I don't talk about my private life.
The food that's never let me down in life is porridge, especially with milk and maple syrup, which is delicious. Paris isn't a porridge place, but I can buy it in London when I'm there and bring it back with me.
The voice of God, if you must know, is Aretha Franklin's.
I wish people didn't just think of me in the '60s. I'm not any era.
I took drugs because we all took drugs.
I get all dressed up with that Marianne Faithfull face, and the next thing I know, I'm blurting out things that I shouldn't, trying to get attention when, really, I've got everybody's attention already.
Rebellion is the only thing that keeps you alive!
Bad behaviour makes men more glamorous. Women get destroyed, thrown out of society and locked up in institutions.
All I can say is I've been lucky with my body. Well done, little body. I praise it and say, 'You're very good.'
I shoot my big mouth off; it just pops up! I have to learn to edit myself.
Sometimes you just have to get a shock to grow up and wake up, and I've had lots of shocks because it's as though I don't learn the lessons, so something new comes and hits me.
The really explicit phrase is doors of perception.
I know for a fact that Heaven and Hell are here on Earth.
I never trusted anybody at all. I don't know why it was so hard, I just didn't.
The way I choose to show my feelings is through my songs.
I think I'm really powerful. They'll smash me, probably.
I think drugs were used by me as a way of suppressing my natural spirit.
I haven't got purity, and I don't think I ever did. I have always been, even as a child, a very decadent little person.
I do take care of myself; I get my nails done, and I have a skin doctor, but that's it. I'm clean and groomed.
The first opera I went to see was Maria Callas singing 'Tosca'.
I went to the big Picasso retrospective at the Tate in the sixties, and I think I went to an Andy Warhol retrospective at the Tate in the sixties, too. My mother was very good at taking me to things like that. We lived in Reading, but we went on these cultural trips to London.
When you are 18, 19, 20, you're used to being photographed all the time, in a certain way. So, the narcissism becomes almost out of control. And the way that young women are photographed, they become addicted to this feedback of the image.

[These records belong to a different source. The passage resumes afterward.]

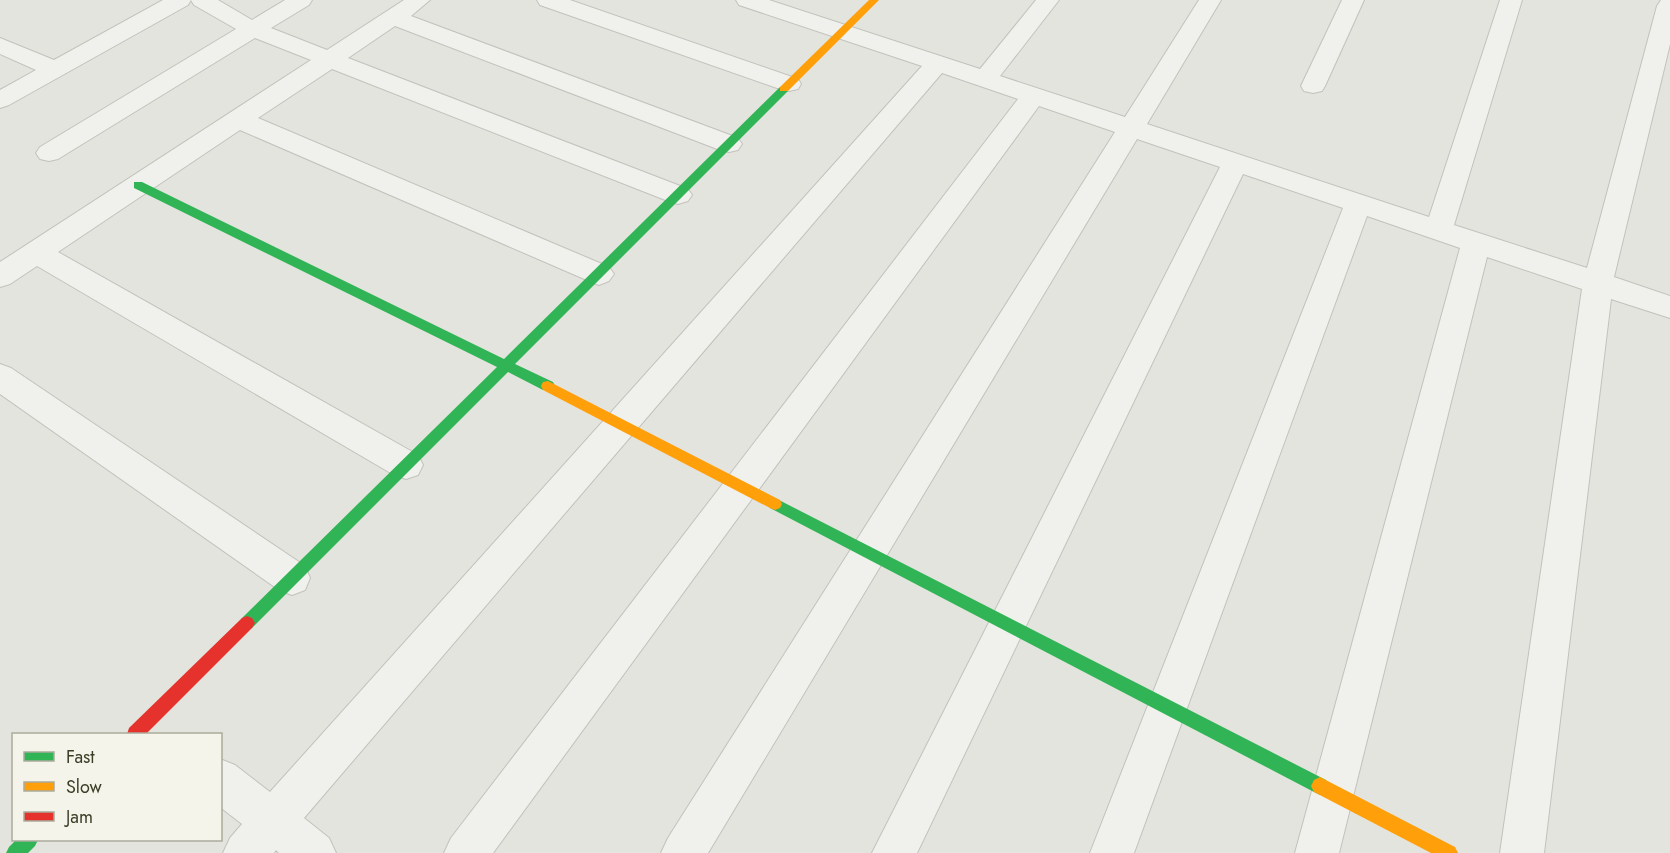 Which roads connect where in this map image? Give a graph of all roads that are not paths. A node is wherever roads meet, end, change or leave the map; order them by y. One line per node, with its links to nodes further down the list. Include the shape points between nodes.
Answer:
1 (180, 0): 19 (street)
2 (201, 0): 14 (street)
3 (301, 0): 14 (street)
4 (418, 0): 13 (street)
5 (548, 0): 21 (street)
6 (747, 0): 15 (street)
7 (874, 0): 15 (street)
8 (1048, 0): 20 (street)
9 (1210, 0): 26 (street)
10 (1353, 0): 22 (street)
11 (1511, 0): 33 (street)
12 (1670, 4): 38 (street)
13 (393, 17): 17 (street); 27 (street)
14 (252, 29): 17 (street); 28 (street)
15 (844, 30): 18 (street); 21 (street)
16 (0, 45): 19 (street)
17 (329, 59): 25 (street); 31 (street)
18 (939, 62): 20 (street); 42 (street)
19 (55, 70): 24 (street)
20 (986, 78): 23 (street)
21 (789, 84): 27 (street)
22 (1313, 86)
23 (1035, 94): 26 (street); 44 (street)
24 (0, 100)
25 (238, 119): 30 (street); 36 (street)
26 (1132, 126): 29 (street); 45 (street)
27 (729, 144): 31 (street)
28 (49, 153)
29 (1236, 162): 32 (street); 47 (street)
30 (138, 185): 35 (street); 40 (street)
31 (678, 195): 36 (street)
32 (1359, 202): 33 (street); 48 (street)
33 (1439, 229): 34 (street)
34 (1476, 242): 38 (street); 51 (street)
35 (36, 252): 37 (street); 43 (street)
36 (598, 273): 40 (street)
37 (0, 276)
38 (1598, 282): 39 (street); 63 (street)
39 (1670, 307)
40 (507, 364): 42 (street); 43 (street)
41 (0, 377): 46 (street)
42 (622, 424): 44 (street); 52 (street)
43 (406, 465): 46 (street)
44 (741, 486): 45 (street); 57 (street)
45 (869, 552): 47 (street); 58 (street)
46 (292, 578): 49 (street)
47 (1007, 624): 48 (street); 59 (street)
48 (1167, 707): 51 (street); 60 (street)
49 (148, 730)
50 (222, 782): 52 (street)
51 (1332, 792): 61 (street); 62 (street)
52 (273, 821): 55 (street); 56 (street)
53 (28, 841): 54 (street)
54 (15, 853)
55 (245, 853)
56 (314, 853)
57 (466, 853)
58 (684, 853)
59 (894, 853)
60 (1112, 853)
61 (1317, 853)
62 (1449, 853)
63 (1522, 853)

I never like photos of myself in the beginning. I live with them for three months, put them in a drawer, take them out and look again. I hate the way I look, but of course it's really not that bad.
I'd love to play a musician in a film.
I am not frightened of much, but I wouldn't like to get ill.
I have to watch out for being lazy.
Penitentiary songs have been a love of mine for years. They are so wonderful.
I've simplified much more in my writing. I say what I've got to say, not in metaphor.
I thought I wanted to go to drama school or university, and that would have been a completely different life. But what got me was the sound, and hearing it. Hearing everything so loud, I loved that back in the studio. I loved that from the very beginning.
The equipment you've got really dictates what you're going to do. When I started touring, there were no monitors, so I had to take the sound from the hall, and of course it was on a delay, so I would sing, and then I would hear it back, but later. It was very weird.
I live a very nice life. I have a wonderful time. But it's not lived drawing on a full level. I'm relaxed, cool, and enjoying it.
Working with David Bowie was very interesting, but I couldn't surrender to it. I should have let him produce a record for me, but I'm very perverse in some ways. He's brilliant, but the entourage were rather daunting.
I focus on the individual and not seeing this great big monster, 'the press.'
I've done everything I want to do and gone everywhere I want to go.
I do have a strong sense of God. It's impossible to explain what I mean when I say that, of course.
I do yoga. I do tai chi. I do a lot to keep my body and my spirit together so I can work.
I'm having a great life, and I want to go on having one.
I'm not sure yet what my higher mission is, but I have a feeling it might be great. Before, I thought my mission was death, but now my mission is life.